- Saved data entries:
========
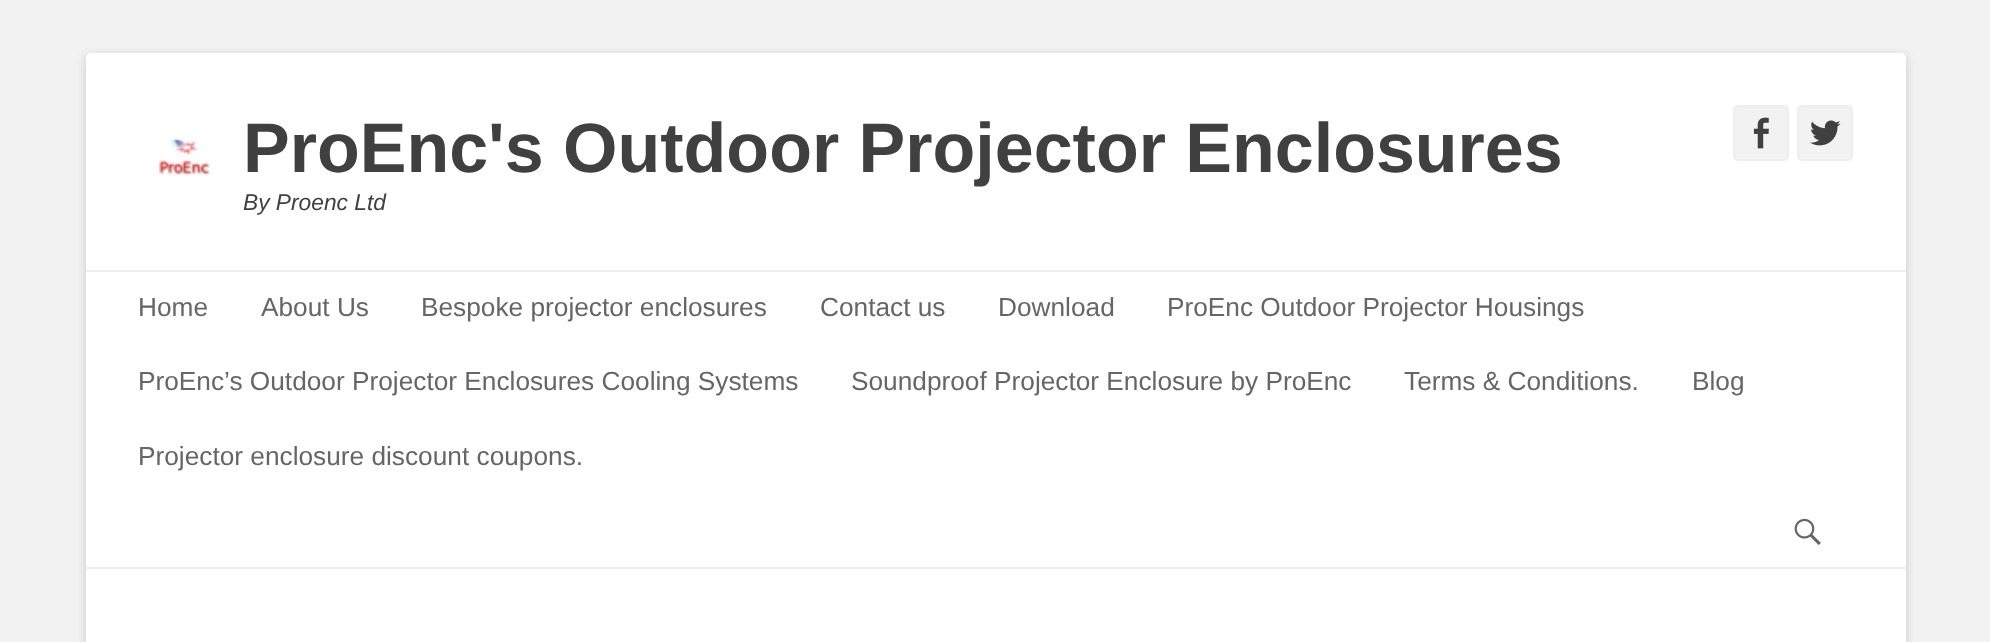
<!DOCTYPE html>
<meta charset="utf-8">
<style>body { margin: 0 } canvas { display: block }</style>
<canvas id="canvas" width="1990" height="642"></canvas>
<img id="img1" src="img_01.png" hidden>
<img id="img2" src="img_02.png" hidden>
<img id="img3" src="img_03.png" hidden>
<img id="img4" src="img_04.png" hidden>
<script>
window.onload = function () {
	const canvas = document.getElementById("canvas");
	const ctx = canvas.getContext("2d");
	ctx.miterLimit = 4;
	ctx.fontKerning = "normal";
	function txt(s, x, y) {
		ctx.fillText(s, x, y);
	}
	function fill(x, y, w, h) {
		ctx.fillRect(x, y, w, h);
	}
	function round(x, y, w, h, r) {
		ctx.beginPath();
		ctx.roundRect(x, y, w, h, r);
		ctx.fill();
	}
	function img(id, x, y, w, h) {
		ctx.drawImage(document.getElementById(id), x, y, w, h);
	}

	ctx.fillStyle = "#F2F2F2";
	fill(0, 0, 1990, 642);
	ctx.fillStyle = "rgba(100, 100, 100, 0.3)";
	ctx.filter = "blur(5px)";
	ctx.beginPath();
	ctx.roundRect(86, 56, 1820, 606, 5);
	ctx.fill();
	ctx.filter = "none";
	ctx.fillStyle = "#FFFFFF";
	round(86, 53, 1820, 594, 5);
	img("img1", 158, 138, 53, 38);
	ctx.fillStyle = "#F2F2F2";
	ctx.beginPath();
	ctx.roundRect(1734, 106, 54, 54, 4);
	ctx.fill();
	ctx.strokeStyle = "#EEEEEE";
	ctx.lineWidth = 2;
	ctx.stroke();
	img("img2", 1753, 117, 16, 32);
	ctx.beginPath();
	ctx.roundRect(1798, 106, 54, 54, 4);
	ctx.fill();
	ctx.stroke();
	img("img3", 1810, 120, 31, 26);
	ctx.fillStyle = "#EEEEEE";
	fill(86, 270, 1820, 2);
	fill(86, 567, 1820, 2);
	img("img4", 1794, 518, 27, 27);
	ctx.font = "bold 70px Liberation Sans";
	ctx.fillStyle = "#404040";
	txt("ProEnc's Outdoor Projector Enclosures", 243, 172);
	ctx.font = "italic 22.75px Liberation Sans";
	txt("By Proenc Ltd", 243, 210);
	ctx.font = "26.25px Liberation Sans";
	ctx.fillStyle = "#666666";
	txt("Home", 138, 316);
	txt("About Us", 261, 316);
	txt("Bespoke projector enclosures", 421, 316);
	txt("Contact us", 820, 316);
	txt("Download", 998, 316);
	txt("ProEnc Outdoor Projector Housings", 1167, 316);
	txt("ProEnc’s Outdoor Projector Enclosures Cooling Systems", 138, 390);
	txt("Soundproof Projector Enclosure by ProEnc", 851, 390);
	txt("Terms & Conditions.", 1404, 390);
	txt("Blog", 1692, 390);
	txt("Projector enclosure discount coupons.", 138, 465);
};
</script>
========
- WORK ITEM:
A complete answer gives every line of the data that includes "const".

- TASK ANSWER:
	const canvas = document.getElementById("canvas");
	const ctx = canvas.getContext("2d");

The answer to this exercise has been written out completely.